Hildesheim - Ich kann ja nicht umhin. Dafür bin ich einfach zu neugierig, und so ganz kalt lässt mich das Ganze ja denn doch nicht. Also werde ich morgen früh schauen, wer den europäischen Songcontest gewonnen hat. Dann werde ich mir wahrscheinlich das Lied aufrufen, es halb hören und wieder einmal denken: Ich bin zu alt für diesen Scheiß.

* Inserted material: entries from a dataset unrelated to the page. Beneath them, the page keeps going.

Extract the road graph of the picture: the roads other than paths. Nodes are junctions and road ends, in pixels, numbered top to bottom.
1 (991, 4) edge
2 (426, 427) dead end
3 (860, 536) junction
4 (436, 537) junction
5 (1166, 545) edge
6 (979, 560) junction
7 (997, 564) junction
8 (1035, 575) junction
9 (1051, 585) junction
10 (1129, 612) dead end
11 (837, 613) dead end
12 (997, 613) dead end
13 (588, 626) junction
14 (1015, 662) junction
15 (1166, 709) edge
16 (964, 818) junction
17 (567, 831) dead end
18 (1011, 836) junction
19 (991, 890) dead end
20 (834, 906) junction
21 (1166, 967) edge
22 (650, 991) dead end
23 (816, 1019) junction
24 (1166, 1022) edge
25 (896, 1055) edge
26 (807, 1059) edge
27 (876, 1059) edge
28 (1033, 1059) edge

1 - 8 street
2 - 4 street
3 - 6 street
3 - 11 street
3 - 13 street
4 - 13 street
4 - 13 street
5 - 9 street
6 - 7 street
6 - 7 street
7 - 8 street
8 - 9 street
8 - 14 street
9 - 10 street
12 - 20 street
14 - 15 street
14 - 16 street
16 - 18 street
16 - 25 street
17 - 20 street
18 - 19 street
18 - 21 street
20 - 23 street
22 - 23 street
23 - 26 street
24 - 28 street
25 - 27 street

Kein Auftritt ohne Windmaschine
Als ich noch nicht zu alt dafür war, habe ich den Sängerwettstreit gerne gesehen. Hach, herrlich konnte man über die Windmaschinen lächeln, die bei jedem Song mit weiblicher Beteilung eingesetzt wurden. Die Kostüme bewundern oder voraussagen, wann ein langer Rock abgerissen und ein Minikleid zum Vorschein kommen würde. Es gab ausgefallene Kostüme, ausgefallene Bands. Erinnern Sie sich noch an Knorkator? Die schafften es nur in die Deutsche Vorrunde mit dem Stück „Ick wer zun Schwein“ (übersetzt: Ich verwandele mich in ein Schwein). Die Heavy-Metall-Band brachte das öffentlich rechtliche Fernsehpublikum und die Presse zum Staunen: So etwas gibt es? Die kommen aus Berlin? Und die Bildzeitung titelte am nächsten Werktag: „Wer ließ diese Irren ins Fernsehen?“
Ach, das ist schön!
Diese Frage stellt heute niemand mehr. Denn der ESC ist vielmehr zur Bühne für besonders schräge Vögel geworden. Wirklich schade ist nur, dass kaum ein Lied dabei ist, bei dem man sagen möchte: Ach, das ist schön, das würde ich gerne noch mal hören. Meist bin ich jedenfalls froh, wenn ich einmal hören hinter mir habe.
Wer kann „The Code“ summen?
Ich finde das schade, auch für die Bands, die da bei ESC antreten, denn die will doch außer deren Freunden und einigermaßen rüstigen Familienmitgliedern keiner noch mal hören. Oder kennen Sie jemanden, der „The Code“ vom letztjährigen Gewinner Nemo als Handyklingelton heruntergeladen hat? Ich nicht. Auch das Werk „Tattoo“ der Vorjahressiegerin Loreen könnte doch heute keiner mehr vorsummen. Vielleicht sollte es Knorkator noch mal versuchen. Mal mit einem serösen Titel. Ähm, so etwas wie: Ick werd zun Siega.